◆ WHAT THIS TASK INVOLVES
What lines in the listing include "Eiderstraße"? Return a copy of each.

◆ SOURCE MATERIAL
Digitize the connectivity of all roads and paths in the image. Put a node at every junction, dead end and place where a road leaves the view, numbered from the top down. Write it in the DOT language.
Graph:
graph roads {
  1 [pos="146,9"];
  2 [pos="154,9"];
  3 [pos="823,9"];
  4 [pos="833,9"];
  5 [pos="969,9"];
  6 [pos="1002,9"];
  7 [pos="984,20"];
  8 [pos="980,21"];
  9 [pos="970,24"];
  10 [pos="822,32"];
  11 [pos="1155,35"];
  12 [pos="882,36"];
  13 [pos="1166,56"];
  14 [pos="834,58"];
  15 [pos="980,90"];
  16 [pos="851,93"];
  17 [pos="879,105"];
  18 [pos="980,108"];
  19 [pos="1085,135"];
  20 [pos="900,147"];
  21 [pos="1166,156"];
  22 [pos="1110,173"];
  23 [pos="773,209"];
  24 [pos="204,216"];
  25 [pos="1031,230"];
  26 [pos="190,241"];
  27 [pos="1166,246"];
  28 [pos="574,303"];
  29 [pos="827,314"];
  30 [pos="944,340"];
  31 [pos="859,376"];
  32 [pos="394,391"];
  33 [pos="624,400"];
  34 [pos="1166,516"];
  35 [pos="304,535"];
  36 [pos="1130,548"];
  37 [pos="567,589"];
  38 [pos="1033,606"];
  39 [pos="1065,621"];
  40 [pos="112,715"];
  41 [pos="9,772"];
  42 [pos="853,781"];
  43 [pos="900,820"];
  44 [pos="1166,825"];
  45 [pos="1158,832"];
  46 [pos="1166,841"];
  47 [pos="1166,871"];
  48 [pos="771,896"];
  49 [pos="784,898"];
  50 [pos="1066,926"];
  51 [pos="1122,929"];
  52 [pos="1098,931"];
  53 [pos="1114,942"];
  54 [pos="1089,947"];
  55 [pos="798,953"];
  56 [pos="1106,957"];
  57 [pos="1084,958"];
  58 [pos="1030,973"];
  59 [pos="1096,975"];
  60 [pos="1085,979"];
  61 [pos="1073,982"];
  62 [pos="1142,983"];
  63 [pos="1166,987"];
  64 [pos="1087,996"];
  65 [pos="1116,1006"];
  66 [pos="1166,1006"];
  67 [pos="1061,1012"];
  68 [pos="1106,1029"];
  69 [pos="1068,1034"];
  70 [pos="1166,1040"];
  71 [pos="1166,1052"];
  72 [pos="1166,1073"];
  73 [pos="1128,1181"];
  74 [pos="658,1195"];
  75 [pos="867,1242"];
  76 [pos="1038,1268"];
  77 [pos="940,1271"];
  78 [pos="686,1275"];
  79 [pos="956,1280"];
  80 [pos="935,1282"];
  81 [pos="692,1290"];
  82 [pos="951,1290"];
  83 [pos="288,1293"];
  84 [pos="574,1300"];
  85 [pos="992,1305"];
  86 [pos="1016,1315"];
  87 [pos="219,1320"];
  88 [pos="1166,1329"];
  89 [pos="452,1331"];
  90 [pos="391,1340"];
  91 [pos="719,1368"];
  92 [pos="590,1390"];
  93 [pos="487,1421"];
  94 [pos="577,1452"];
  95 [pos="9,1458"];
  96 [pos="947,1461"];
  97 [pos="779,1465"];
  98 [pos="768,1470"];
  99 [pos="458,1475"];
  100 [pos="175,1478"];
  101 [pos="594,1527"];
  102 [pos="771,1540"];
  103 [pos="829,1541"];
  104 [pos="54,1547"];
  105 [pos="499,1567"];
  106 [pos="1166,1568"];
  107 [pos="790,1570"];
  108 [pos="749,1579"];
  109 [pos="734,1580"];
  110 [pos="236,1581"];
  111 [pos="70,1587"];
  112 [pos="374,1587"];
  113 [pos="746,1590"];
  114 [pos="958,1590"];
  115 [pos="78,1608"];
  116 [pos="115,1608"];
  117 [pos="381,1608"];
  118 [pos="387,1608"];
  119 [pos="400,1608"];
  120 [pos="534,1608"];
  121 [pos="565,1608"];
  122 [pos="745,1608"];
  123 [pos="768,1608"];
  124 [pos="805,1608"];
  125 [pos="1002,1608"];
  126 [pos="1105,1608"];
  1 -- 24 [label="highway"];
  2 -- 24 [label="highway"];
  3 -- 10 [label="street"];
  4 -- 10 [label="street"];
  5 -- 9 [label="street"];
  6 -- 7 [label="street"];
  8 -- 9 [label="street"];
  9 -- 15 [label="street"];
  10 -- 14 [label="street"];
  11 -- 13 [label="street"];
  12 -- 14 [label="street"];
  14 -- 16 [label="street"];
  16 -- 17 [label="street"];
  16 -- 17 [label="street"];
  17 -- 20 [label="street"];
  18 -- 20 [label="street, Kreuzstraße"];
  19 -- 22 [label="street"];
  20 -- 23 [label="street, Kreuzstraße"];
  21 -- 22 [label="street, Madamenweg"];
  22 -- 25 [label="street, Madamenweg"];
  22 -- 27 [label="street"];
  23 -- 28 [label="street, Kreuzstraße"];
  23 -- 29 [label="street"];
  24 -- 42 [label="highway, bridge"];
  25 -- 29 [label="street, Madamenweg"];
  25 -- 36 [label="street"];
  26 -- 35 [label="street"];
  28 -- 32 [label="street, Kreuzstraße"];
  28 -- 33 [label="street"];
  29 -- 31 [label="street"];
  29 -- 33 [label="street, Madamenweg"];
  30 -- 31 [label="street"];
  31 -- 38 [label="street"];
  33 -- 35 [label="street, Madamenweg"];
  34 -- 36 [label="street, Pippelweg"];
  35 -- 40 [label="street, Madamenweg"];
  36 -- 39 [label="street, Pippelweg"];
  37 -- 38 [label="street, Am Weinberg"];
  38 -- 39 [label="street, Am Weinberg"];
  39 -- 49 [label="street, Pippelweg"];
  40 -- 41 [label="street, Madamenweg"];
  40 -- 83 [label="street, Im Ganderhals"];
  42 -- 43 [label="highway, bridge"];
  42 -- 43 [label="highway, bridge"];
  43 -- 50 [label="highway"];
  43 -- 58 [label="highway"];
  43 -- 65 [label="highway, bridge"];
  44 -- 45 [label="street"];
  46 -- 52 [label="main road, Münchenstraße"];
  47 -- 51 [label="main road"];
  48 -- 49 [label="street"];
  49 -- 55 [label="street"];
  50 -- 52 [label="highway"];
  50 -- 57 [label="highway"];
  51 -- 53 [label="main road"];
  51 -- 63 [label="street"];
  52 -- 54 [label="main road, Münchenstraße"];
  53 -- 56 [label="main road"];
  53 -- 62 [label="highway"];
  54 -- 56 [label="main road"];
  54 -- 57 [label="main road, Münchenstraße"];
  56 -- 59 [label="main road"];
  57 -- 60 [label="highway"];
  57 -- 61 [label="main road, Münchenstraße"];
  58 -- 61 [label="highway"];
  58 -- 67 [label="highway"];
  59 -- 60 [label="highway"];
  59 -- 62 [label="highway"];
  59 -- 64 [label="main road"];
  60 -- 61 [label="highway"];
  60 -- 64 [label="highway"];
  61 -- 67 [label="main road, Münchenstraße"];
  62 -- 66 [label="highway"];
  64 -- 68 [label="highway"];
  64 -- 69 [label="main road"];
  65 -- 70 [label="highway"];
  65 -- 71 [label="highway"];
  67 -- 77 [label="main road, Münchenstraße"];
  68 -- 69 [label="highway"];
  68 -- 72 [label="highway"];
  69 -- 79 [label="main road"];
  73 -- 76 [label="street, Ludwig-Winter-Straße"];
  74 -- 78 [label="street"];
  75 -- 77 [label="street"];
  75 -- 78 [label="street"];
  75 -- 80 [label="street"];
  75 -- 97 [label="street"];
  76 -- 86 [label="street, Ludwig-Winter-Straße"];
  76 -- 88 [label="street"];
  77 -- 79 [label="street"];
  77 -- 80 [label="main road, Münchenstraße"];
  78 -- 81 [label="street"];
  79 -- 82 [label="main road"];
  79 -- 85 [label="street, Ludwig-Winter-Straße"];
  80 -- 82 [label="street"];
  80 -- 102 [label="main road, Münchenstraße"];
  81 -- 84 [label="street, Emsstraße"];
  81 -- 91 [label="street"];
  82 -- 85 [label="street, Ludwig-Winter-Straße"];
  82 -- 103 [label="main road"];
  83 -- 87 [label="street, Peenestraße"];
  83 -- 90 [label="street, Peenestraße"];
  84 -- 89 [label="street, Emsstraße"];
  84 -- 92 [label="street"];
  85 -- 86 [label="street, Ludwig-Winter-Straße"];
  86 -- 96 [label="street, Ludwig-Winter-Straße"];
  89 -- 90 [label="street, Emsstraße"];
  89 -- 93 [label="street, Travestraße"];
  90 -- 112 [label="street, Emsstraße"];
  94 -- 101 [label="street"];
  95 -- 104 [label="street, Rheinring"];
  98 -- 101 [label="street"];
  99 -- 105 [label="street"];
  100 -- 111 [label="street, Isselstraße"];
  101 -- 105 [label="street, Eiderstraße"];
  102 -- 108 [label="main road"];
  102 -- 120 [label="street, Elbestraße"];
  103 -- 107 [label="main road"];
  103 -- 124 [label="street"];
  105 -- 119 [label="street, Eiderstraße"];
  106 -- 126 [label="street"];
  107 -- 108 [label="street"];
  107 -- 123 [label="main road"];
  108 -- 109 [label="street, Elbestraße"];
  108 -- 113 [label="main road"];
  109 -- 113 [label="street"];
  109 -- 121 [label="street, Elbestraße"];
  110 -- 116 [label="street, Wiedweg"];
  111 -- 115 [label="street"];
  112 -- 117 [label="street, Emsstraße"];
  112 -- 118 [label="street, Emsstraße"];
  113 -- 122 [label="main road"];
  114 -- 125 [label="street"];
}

◆ WRITTEN ANSWER
  101 -- 105 [label="street, Eiderstraße"];
  105 -- 119 [label="street, Eiderstraße"];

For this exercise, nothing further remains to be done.